MISSOULA — Over the final five minutes and 31 seconds of Montana's 62-58 loss to Northern Arizona on Saturday at Dahlberg Arena, the Grizzlies did not score a point.
UM's last seven possessions included two turnovers and 0-of-5 shooting from the field. Montana had just two offensive rebounds in the game — one in each half and none in the final 11 minutes of the contest.
Scoreless stretches have become commonplace this year for UM. The Grizzlies have only reached the 70-point mark once this year against a Division I team.
Northern Arizona ended the game on a 12-0 run.
"At the end of the day, you just got to have more energy and and be more aggressive down the stretch," UM head coach Travis DeCuire said. "We're not there right now."
Montana led by 17 points in the first half and was up 34-19 at halftime. The Grizzlies were up by 11 points with 14:35 left in the game.
Then, however, came the first of two runs by Northern Arizona.
Lumberjacks guard Cameron Shelton had 11 of his 15 points after halftime and helped key a 12-2 spurt that got NAU back in the game. Shelton's layup with 11:16 left capped the run and brought the Lumberjacks within a point. That was answered with a flurry of 3-pointers by Montana guards Josh Vazquez and Brandon Whitney.
Montana led 54-48 with 8:17 left and scored four points the rest of the way.
"We made a couple mistakes here and there where we turn the ball over or maybe didn't take the shot we really wanted or maybe didn't get a rebound when we should have," DeCuire said. "And that was taking the life out of us, and we've got to find ways to get through that."
As the season has progressed, Montana has steadfastly remained committed to running through long possessions in its half-court offense. According to KenPom.com, UM averages 18.4 seconds per offensive possession, which is 307th out of 347 NCAA Division I teams.
"Yeah, definitely, but we just want to get the best shot that we can at the end of the day," Griz point guard Brandon Whitney said when asked if they wanted to get shots off earlier in possessions. "If it has to take that long, then it does, but we would rather get it earlier in the shot clock."
There are two things at play with that statistic. First, Montana does not fly out into transition and has had very few long outlet passes following defensive rebounds this season. The Grizzlies have had 32 fast-break points in 10 games against Division I opponents this year. In those same games, their opponents have scored 100 points in transition.
Second, it takes the Grizzlies a very long time to run through their half-court sets and settle on a shot. This slows the game down immensely and can work if shots are going down at a high percentage.
That's important because the overall result from this style of play is fewer offensive possessions. Montana also turns the ball over at a fairly high rate (14.5 turnovers per game) and does not take very many 3-pointers, meaning its margin for missing shots and making mistakes is very small.
The only way the Grizzlies have been able to steal back possessions and points is on the back of their strong free-throw shooting and stingy defense.

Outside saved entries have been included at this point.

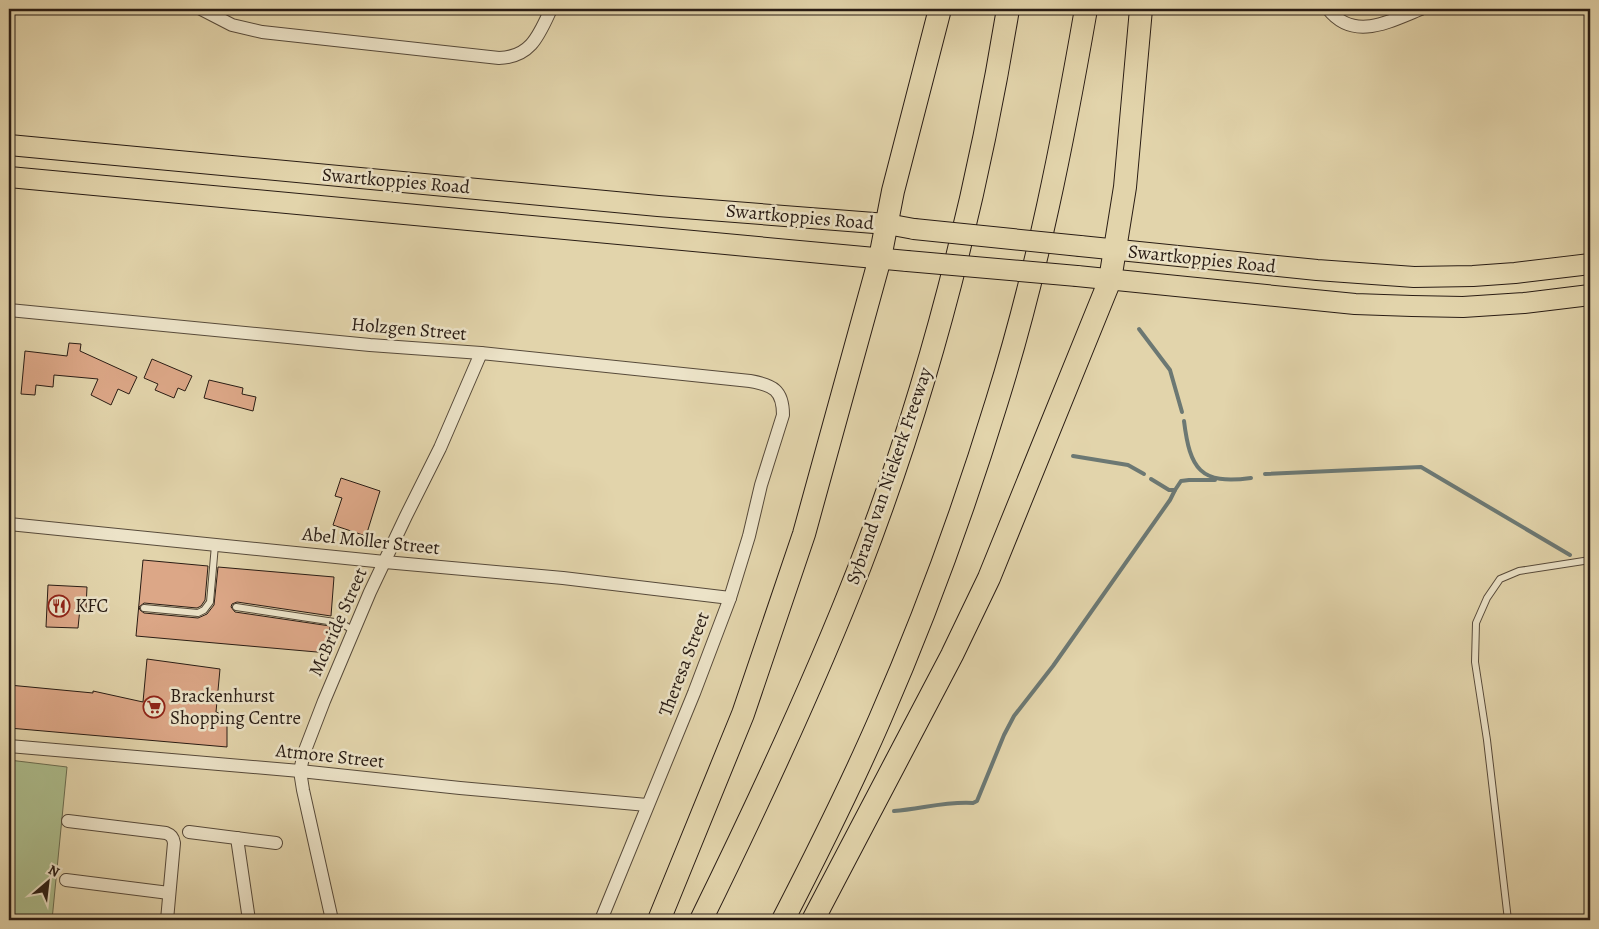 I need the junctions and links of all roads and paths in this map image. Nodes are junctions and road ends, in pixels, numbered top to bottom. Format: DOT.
graph roads {
  1 [pos="201,9"];
  2 [pos="551,9"];
  3 [pos="940,9"];
  4 [pos="1008,9"];
  5 [pos="1086,9"];
  6 [pos="1140,9"];
  7 [pos="1328,9"];
  8 [pos="1420,9"];
  9 [pos="9,145"];
  10 [pos="9,177"];
  11 [pos="887,224"];
  12 [pos="1115,250"];
  13 [pos="880,258"];
  14 [pos="1590,264"];
  15 [pos="1110,280"];
  16 [pos="1590,295"];
  17 [pos="9,310"];
  18 [pos="481,353"];
  19 [pos="783,416"];
  20 [pos="9,524"];
  21 [pos="215,544"];
  22 [pos="1590,560"];
  23 [pos="385,562"];
  24 [pos="730,598"];
  25 [pos="236,607"];
  26 [pos="144,608"];
  27 [pos="354,631"];
  28 [pos="9,746"];
  29 [pos="300,771"];
  30 [pos="647,804"];
  31 [pos="68,821"];
  32 [pos="190,832"];
  33 [pos="237,838"];
  34 [pos="276,843"];
  35 [pos="66,880"];
  36 [pos="169,893"];
  37 [pos="167,920"];
  38 [pos="249,920"];
  39 [pos="332,920"];
  40 [pos="601,920"];
  41 [pos="659,920"];
  42 [pos="700,920"];
  43 [pos="783,920"];
  44 [pos="813,920"];
  45 [pos="1508,920"];
  1 -- 2 [label="street"];
  3 -- 11 [label="highway"];
  4 -- 42 [label="highway, Sybrand van Niekerk Freeway"];
  5 -- 43 [label="highway"];
  6 -- 12 [label="highway"];
  7 -- 8 [label="street"];
  9 -- 11 [label="main road, Swartkoppies Road"];
  10 -- 13 [label="main road, Swartkoppies Road"];
  11 -- 12 [label="main road, Swartkoppies Road, bridge"];
  11 -- 13 [label="highway"];
  12 -- 14 [label="main road, Swartkoppies Road"];
  12 -- 15 [label="highway"];
  13 -- 15 [label="main road, Swartkoppies Road, bridge"];
  13 -- 41 [label="highway"];
  15 -- 16 [label="main road, Swartkoppies Road"];
  15 -- 44 [label="highway"];
  17 -- 18 [label="street, Holzgen Street"];
  18 -- 19 [label="street, Holzgen Street"];
  18 -- 23 [label="street, McBride Street"];
  19 -- 24 [label="street, Theresa Street"];
  20 -- 21 [label="street, Abel Moller Street"];
  21 -- 23 [label="street, Abel Moller Street"];
  21 -- 26 [label="lane"];
  22 -- 45 [label="lane"];
  23 -- 24 [label="street, Abel Moller Street"];
  23 -- 27 [label="street, McBride Street"];
  24 -- 30 [label="street, Theresa Street"];
  25 -- 27 [label="lane"];
  27 -- 29 [label="street, McBride Street"];
  28 -- 29 [label="street, Atmore Street"];
  29 -- 30 [label="street, Atmore Street"];
  29 -- 39 [label="street, McBride Street"];
  30 -- 40 [label="street, Theresa Street"];
  31 -- 36 [label="street"];
  32 -- 33 [label="street"];
  33 -- 34 [label="street"];
  33 -- 38 [label="street"];
  35 -- 36 [label="street"];
  36 -- 37 [label="street"];
}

"I'm not worried about the time of possession, I'd like to be faster and getting quicker shots, but that's hard to do when someone's doubling and you want to throw the ball into the post when they're helping on penetration," DeCuire said. "When you play off of penetration, you don't know if it's one, two, three, four, five passes before someone comes open.
"So yeah, you'd like to see it, but you just don't know when it is, and as a young team, you got to be willing to play with some patience when necessary."

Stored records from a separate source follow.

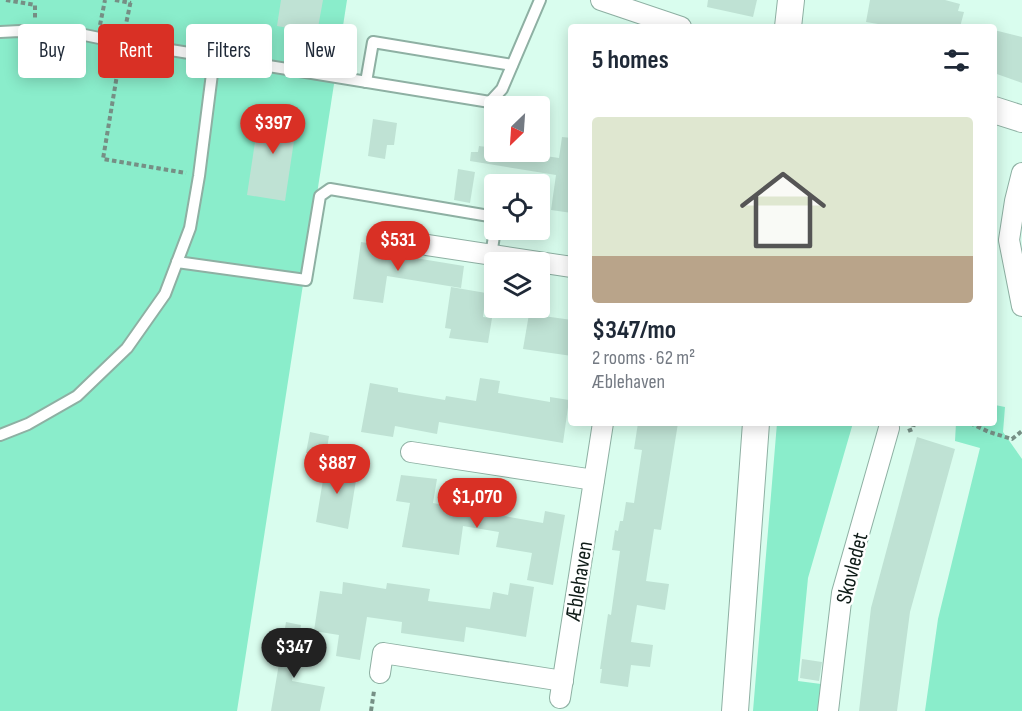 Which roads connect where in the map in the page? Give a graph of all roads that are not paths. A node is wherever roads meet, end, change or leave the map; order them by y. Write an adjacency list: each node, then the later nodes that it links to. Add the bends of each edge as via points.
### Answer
1 (540, 0): 8 (lane)
2 (601, 0): 4 (street)
3 (791, 0): 5 (street)
4 (672, 24)
5 (788, 24)
6 (0, 32): 7 (lane, via 70,32)
7 (186, 53)
8 (512, 65): 11 (lane, via 502,89 490,102); 11 (lane, via 373,42)
9 (272, 67): 11 (lane)
10 (212, 78): 18 (lane, via 200,176)
11 (366, 82)
12 (997, 112): 13 (street)
13 (1022, 119)
14 (1022, 173): 21 (street, via 1009,240)
15 (484, 215): 18 (lane, via 330,189 320,196 306,280)
16 (427, 245): 17 (street)
17 (484, 254)
18 (177, 262): 25 (lane, via 165,294 127,348 77,396)
19 (550, 264): 20 (street)
20 (568, 266)
21 (1022, 306)
22 (603, 426): 27 (street, Æblehaven)
23 (756, 426): 29 (street)
24 (889, 428): 30 (street, Skovledet, via 842,593)
25 (0, 435)
26 (411, 452): 27 (street)
27 (594, 480): 28 (street, Æblehaven, via 562,690 383,653)
28 (380, 673)
29 (735, 711)
30 (828, 711) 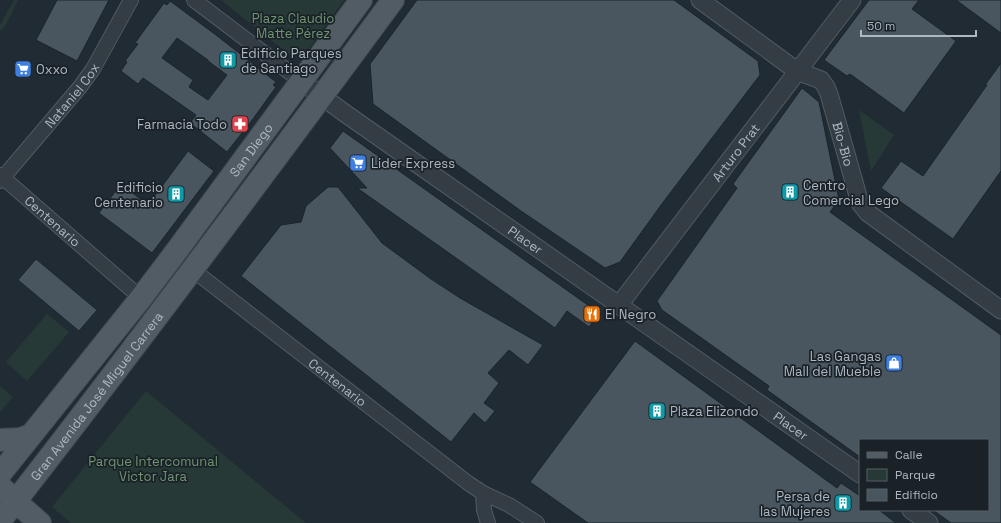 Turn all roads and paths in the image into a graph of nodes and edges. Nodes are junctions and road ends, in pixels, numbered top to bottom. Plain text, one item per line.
1 (131, 0) edge
2 (194, 0) edge
3 (361, 0) edge
4 (393, 0) edge
5 (700, 0) edge
6 (852, 0) edge
7 (797, 71) junction
8 (301, 81) junction
9 (322, 96) junction
10 (1, 178) edge
11 (193, 270) junction
12 (141, 298) junction
13 (619, 305) junction
14 (1001, 310) edge
15 (31, 435) junction
16 (0, 440) edge
17 (859, 473) edge
18 (0, 474) edge
19 (0, 486) edge
20 (483, 493) junction
21 (16, 502) junction
22 (912, 511) edge
23 (0, 521) edge
24 (40, 523) edge
25 (488, 523) edge
26 (537, 523) edge
27 (929, 523) edge

1 - 10 street, Nataniel Cox
2 - 8 street, Placer
3 - 8 main road, San Diego
4 - 9 main road, San Diego
5 - 7 street, Bio-Bio
6 - 7 street, Arturo Prat
7 - 13 street, Arturo Prat
7 - 14 street, Bio-Bio
8 - 9 street, Placer
8 - 12 main road, San Diego
9 - 11 main road, San Diego
9 - 13 street, Placer
10 - 12 street, Centenario
11 - 20 street, Centenario
11 - 21 main road, Gran Avenida José Miguel Carrera
12 - 15 main road, Gran Avenida José Miguel Carrera
13 - 17 street, Placer
15 - 16 main road
15 - 18 main road, Gran Avenida José Miguel Carrera
19 - 21 main road
20 - 25 street
20 - 26 street, Centenario
21 - 23 main road, Gran Avenida José Miguel Carrera
21 - 24 main road
22 - 27 street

For a program that has consistently been at the top of the conference and to lose players like Sayeed Pridgett and Kendal Manuel, regression perhaps should have been expected.
Even so, both the coaches and media picked UM near the top of the preseason Big Sky polls. Grizzly big man Michael Steadman was a preseason all-conference player.
But reality is starting to set in. The loss dropped the Grizzlies to 2-4 in Big Sky play, and they will head into a two-game series with Sacramento State on the road after splitting their home series against Northern Colorado and Northern Arizona.
Montana has the ability and the players to turn the season around, and the Griz are not far away. Their four Big Sky losses have come by a combined eight points, and there would be a very different perception of the team had they won even two of those.
Those losses, however, have all had similar themes of blown leads and a failure to close out teams late in games. Until Montana figures out those issues, close games — where the margins are razor thin and a young team still figuring each other out is at a disadvantage — will continue.
"You got to have some success," DeCuire said. "And as you do that, you start to have more confidence."
NOTES: Whitney set a career high with 22 points on 11 shots, including 4-of-5 shooting from behind the 3-point line ... The Grizzlies assisted on 11 of 21 field goals ... UM had 14 turnovers, NAU had just nine ... Nik Mains, who did not play on Thursday, had 17 points on 6-of-9 shooting for Northern Arizona.